Stored entries
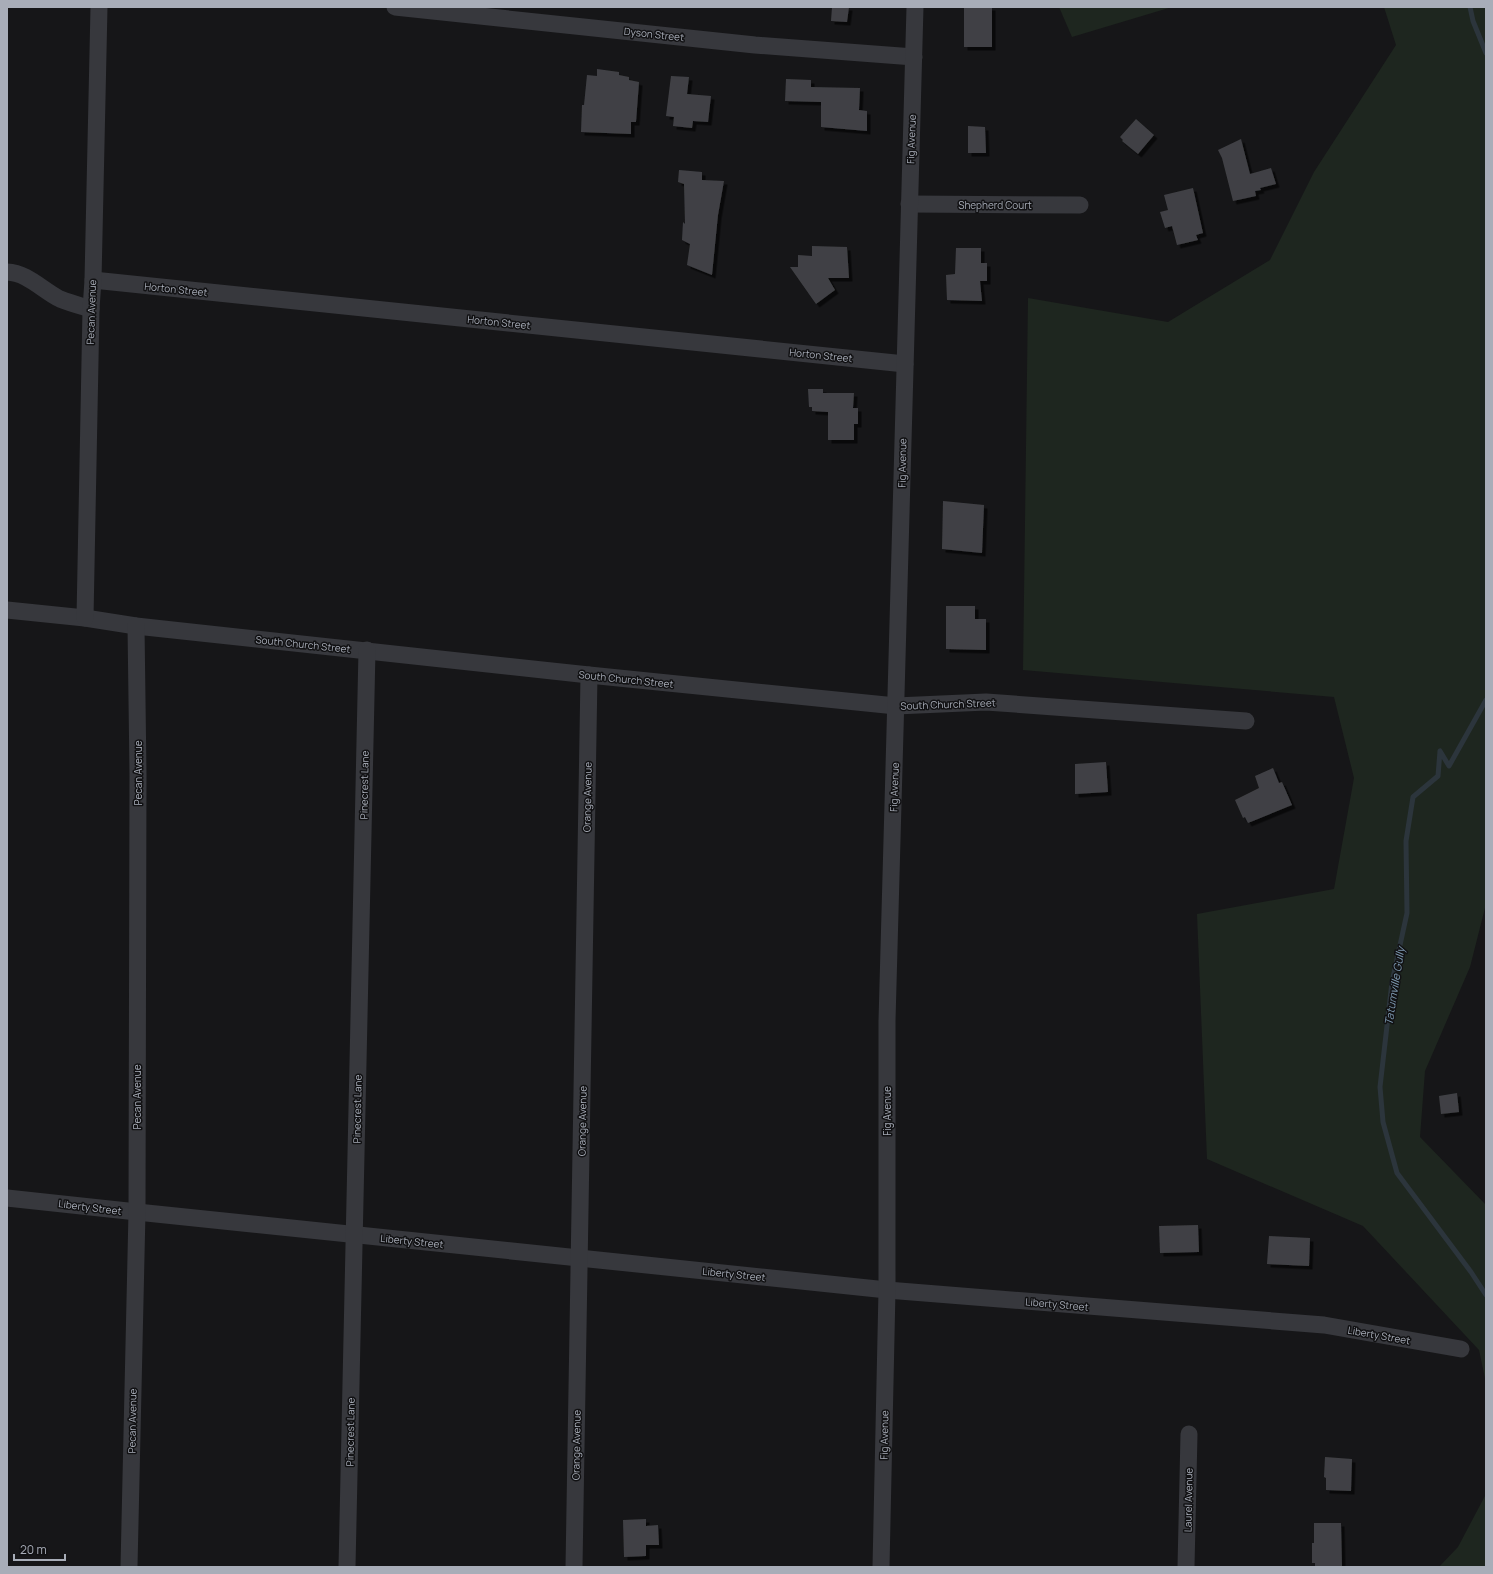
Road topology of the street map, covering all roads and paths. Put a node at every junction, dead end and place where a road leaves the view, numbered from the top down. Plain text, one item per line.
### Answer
1 (99, 7) edge
2 (395, 7) edge
3 (915, 7) edge
4 (914, 57) junction
5 (909, 204) junction
6 (1080, 205) dead end
7 (7, 272) edge
8 (93, 280) junction
9 (91, 309) junction
10 (905, 364) junction
11 (7, 610) edge
12 (85, 618) junction
13 (136, 626) junction
14 (367, 650) junction
15 (589, 675) junction
16 (896, 706) junction
17 (1246, 721) dead end
18 (7, 1198) edge
19 (137, 1212) junction
20 (355, 1235) junction
21 (580, 1259) junction
22 (887, 1290) junction
23 (1461, 1349) dead end
24 (1189, 1434) dead end
25 (129, 1567) edge
26 (347, 1567) edge
27 (574, 1567) edge
28 (881, 1567) edge
29 (1186, 1567) edge

1 - 8 street, Pecan Avenue
2 - 4 street, Dyson Street
3 - 4 street, Fig Avenue
4 - 5 street, Fig Avenue
5 - 6 street, Shepherd Court
5 - 10 street, Fig Avenue
7 - 9 street
8 - 9 street, Pecan Avenue
8 - 10 street, Horton Street
9 - 12 street, Pecan Avenue
10 - 16 street, Fig Avenue
11 - 12 street, South Church Street
12 - 13 street, South Church Street
13 - 14 street, South Church Street
13 - 19 street, Pecan Avenue
14 - 15 street, South Church Street
14 - 20 street, Pinecrest Lane
15 - 16 street, South Church Street
15 - 21 street, Orange Avenue
16 - 17 street, South Church Street
16 - 22 street, Fig Avenue
18 - 19 street, Liberty Street
19 - 20 street, Liberty Street
19 - 25 street, Pecan Avenue
20 - 21 street, Liberty Street
20 - 26 street, Pinecrest Lane
21 - 22 street, Liberty Street
21 - 27 street, Orange Avenue
22 - 23 street, Liberty Street
22 - 28 street, Fig Avenue
24 - 29 street, Laurel Avenue

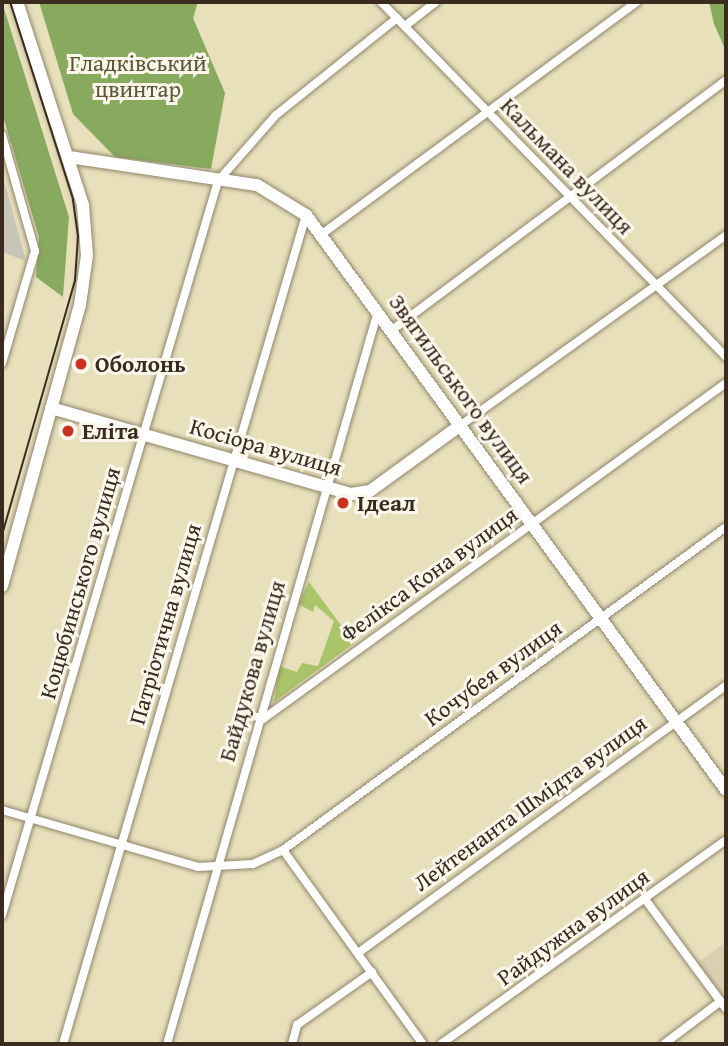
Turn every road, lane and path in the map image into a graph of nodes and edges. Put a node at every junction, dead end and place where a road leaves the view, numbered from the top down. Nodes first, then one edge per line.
1 (17, 2) edge
2 (381, 2) edge
3 (436, 2) edge
4 (637, 2) edge
5 (397, 18) junction
6 (405, 26) junction
7 (726, 80) edge
8 (489, 113) junction
9 (2, 135) edge
10 (69, 158) junction
11 (218, 181) junction
12 (572, 198) junction
13 (306, 215) junction
14 (322, 234) junction
15 (726, 235) edge
16 (656, 285) junction
17 (378, 311) junction
18 (392, 330) junction
19 (726, 357) edge
20 (2, 363) edge
21 (726, 383) edge
22 (51, 408) junction
23 (461, 425) junction
24 (144, 435) junction
25 (234, 459) junction
26 (324, 486) junction
27 (532, 523) junction
28 (726, 527) edge
29 (2, 586) edge
30 (601, 617) junction
31 (726, 685) edge
32 (257, 716) junction
33 (676, 721) junction
34 (726, 790) edge
35 (2, 810) edge
36 (29, 818) junction
37 (726, 840) edge
38 (121, 846) junction
39 (283, 850) junction
40 (216, 869) junction
41 (645, 899) junction
42 (2, 915) edge
43 (358, 953) junction
44 (372, 972) junction
45 (723, 1005) edge
46 (63, 1044) edge
47 (167, 1044) edge
48 (292, 1044) edge
49 (423, 1044) edge
50 (441, 1044) edge
51 (664, 1044) edge

1 - 10 street
2 - 5 street, Кальмана вулиця
3 - 6 street
4 - 8 street
5 - 6 street, Кальмана вулиця
5 - 11 street
6 - 8 street, Кальмана вулиця
7 - 12 street
8 - 12 street, Кальмана вулиця
8 - 14 street
9 - 20 street
10 - 11 street, Звягильського вулиця
10 - 22 street
11 - 13 street, Звягильського вулиця
11 - 24 street, Коцюбинського вулиця
12 - 16 street, Кальмана вулиця
12 - 18 street
13 - 14 street, Звягильського вулиця
13 - 25 street, Патріотична вулиця
14 - 17 street, Звягильського вулиця
15 - 16 street, Косіора вулиця
16 - 19 street, Кальмана вулиця
16 - 23 street, Косіора вулиця
17 - 18 street, Звягильського вулиця
17 - 26 street, Байдукова вулиця
18 - 23 street, Звягильського вулиця
21 - 27 street, Фелікса Кона вулиця
22 - 24 street, Косіора вулиця
22 - 29 street
23 - 26 street, Косіора вулиця
23 - 27 street, Звягильського вулиця
24 - 25 street, Косіора вулиця
24 - 36 street, Коцюбинського вулиця
25 - 26 street, Косіора вулиця
25 - 38 street, Патріотична вулиця
26 - 32 street, Байдукова вулиця
27 - 30 street, Звягильського вулиця
27 - 32 street, Фелікса Кона вулиця
28 - 30 street, Кочубея вулиця
30 - 33 street, Звягильського вулиця
30 - 39 street, Кочубея вулиця
31 - 33 street, Лейтенанта Шмідта вулиця
32 - 40 street, Байдукова вулиця
33 - 34 street, Звягильського вулиця
33 - 43 street, Лейтенанта Шмідта вулиця
35 - 36 street
36 - 38 street
36 - 42 street, Коцюбинського вулиця
37 - 41 street, Райдужна вулиця
38 - 40 street
38 - 46 street, Патріотична вулиця
39 - 40 street, Кочубея вулиця
39 - 43 street
40 - 47 street, Байдукова вулиця
41 - 45 street
41 - 50 street, Райдужна вулиця
43 - 44 street
44 - 48 street
44 - 49 street
45 - 51 street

*Your instructions*
Without the pictures, write out every entry exactly as it appears.

*Finished exercise*
Road topology of the street map, covering all roads and paths. Put a node at every junction, dead end and place where a road leaves the view, numbered from the top down. Plain text, one item per line.
### Answer
1 (99, 7) edge
2 (395, 7) edge
3 (915, 7) edge
4 (914, 57) junction
5 (909, 204) junction
6 (1080, 205) dead end
7 (7, 272) edge
8 (93, 280) junction
9 (91, 309) junction
10 (905, 364) junction
11 (7, 610) edge
12 (85, 618) junction
13 (136, 626) junction
14 (367, 650) junction
15 (589, 675) junction
16 (896, 706) junction
17 (1246, 721) dead end
18 (7, 1198) edge
19 (137, 1212) junction
20 (355, 1235) junction
21 (580, 1259) junction
22 (887, 1290) junction
23 (1461, 1349) dead end
24 (1189, 1434) dead end
25 (129, 1567) edge
26 (347, 1567) edge
27 (574, 1567) edge
28 (881, 1567) edge
29 (1186, 1567) edge

1 - 8 street, Pecan Avenue
2 - 4 street, Dyson Street
3 - 4 street, Fig Avenue
4 - 5 street, Fig Avenue
5 - 6 street, Shepherd Court
5 - 10 street, Fig Avenue
7 - 9 street
8 - 9 street, Pecan Avenue
8 - 10 street, Horton Street
9 - 12 street, Pecan Avenue
10 - 16 street, Fig Avenue
11 - 12 street, South Church Street
12 - 13 street, South Church Street
13 - 14 street, South Church Street
13 - 19 street, Pecan Avenue
14 - 15 street, South Church Street
14 - 20 street, Pinecrest Lane
15 - 16 street, South Church Street
15 - 21 street, Orange Avenue
16 - 17 street, South Church Street
16 - 22 street, Fig Avenue
18 - 19 street, Liberty Street
19 - 20 street, Liberty Street
19 - 25 street, Pecan Avenue
20 - 21 street, Liberty Street
20 - 26 street, Pinecrest Lane
21 - 22 street, Liberty Street
21 - 27 street, Orange Avenue
22 - 23 street, Liberty Street
22 - 28 street, Fig Avenue
24 - 29 street, Laurel Avenue

Turn every road, lane and path in the map image into a graph of nodes and edges. Put a node at every junction, dead end and place where a road leaves the view, numbered from the top down. Nodes first, then one edge per line.
1 (17, 2) edge
2 (381, 2) edge
3 (436, 2) edge
4 (637, 2) edge
5 (397, 18) junction
6 (405, 26) junction
7 (726, 80) edge
8 (489, 113) junction
9 (2, 135) edge
10 (69, 158) junction
11 (218, 181) junction
12 (572, 198) junction
13 (306, 215) junction
14 (322, 234) junction
15 (726, 235) edge
16 (656, 285) junction
17 (378, 311) junction
18 (392, 330) junction
19 (726, 357) edge
20 (2, 363) edge
21 (726, 383) edge
22 (51, 408) junction
23 (461, 425) junction
24 (144, 435) junction
25 (234, 459) junction
26 (324, 486) junction
27 (532, 523) junction
28 (726, 527) edge
29 (2, 586) edge
30 (601, 617) junction
31 (726, 685) edge
32 (257, 716) junction
33 (676, 721) junction
34 (726, 790) edge
35 (2, 810) edge
36 (29, 818) junction
37 (726, 840) edge
38 (121, 846) junction
39 (283, 850) junction
40 (216, 869) junction
41 (645, 899) junction
42 (2, 915) edge
43 (358, 953) junction
44 (372, 972) junction
45 (723, 1005) edge
46 (63, 1044) edge
47 (167, 1044) edge
48 (292, 1044) edge
49 (423, 1044) edge
50 (441, 1044) edge
51 (664, 1044) edge

1 - 10 street
2 - 5 street, Кальмана вулиця
3 - 6 street
4 - 8 street
5 - 6 street, Кальмана вулиця
5 - 11 street
6 - 8 street, Кальмана вулиця
7 - 12 street
8 - 12 street, Кальмана вулиця
8 - 14 street
9 - 20 street
10 - 11 street, Звягильського вулиця
10 - 22 street
11 - 13 street, Звягильського вулиця
11 - 24 street, Коцюбинського вулиця
12 - 16 street, Кальмана вулиця
12 - 18 street
13 - 14 street, Звягильського вулиця
13 - 25 street, Патріотична вулиця
14 - 17 street, Звягильського вулиця
15 - 16 street, Косіора вулиця
16 - 19 street, Кальмана вулиця
16 - 23 street, Косіора вулиця
17 - 18 street, Звягильського вулиця
17 - 26 street, Байдукова вулиця
18 - 23 street, Звягильського вулиця
21 - 27 street, Фелікса Кона вулиця
22 - 24 street, Косіора вулиця
22 - 29 street
23 - 26 street, Косіора вулиця
23 - 27 street, Звягильського вулиця
24 - 25 street, Косіора вулиця
24 - 36 street, Коцюбинського вулиця
25 - 26 street, Косіора вулиця
25 - 38 street, Патріотична вулиця
26 - 32 street, Байдукова вулиця
27 - 30 street, Звягильського вулиця
27 - 32 street, Фелікса Кона вулиця
28 - 30 street, Кочубея вулиця
30 - 33 street, Звягильського вулиця
30 - 39 street, Кочубея вулиця
31 - 33 street, Лейтенанта Шмідта вулиця
32 - 40 street, Байдукова вулиця
33 - 34 street, Звягильського вулиця
33 - 43 street, Лейтенанта Шмідта вулиця
35 - 36 street
36 - 38 street
36 - 42 street, Коцюбинського вулиця
37 - 41 street, Райдужна вулиця
38 - 40 street
38 - 46 street, Патріотична вулиця
39 - 40 street, Кочубея вулиця
39 - 43 street
40 - 47 street, Байдукова вулиця
41 - 45 street
41 - 50 street, Райдужна вулиця
43 - 44 street
44 - 48 street
44 - 49 street
45 - 51 street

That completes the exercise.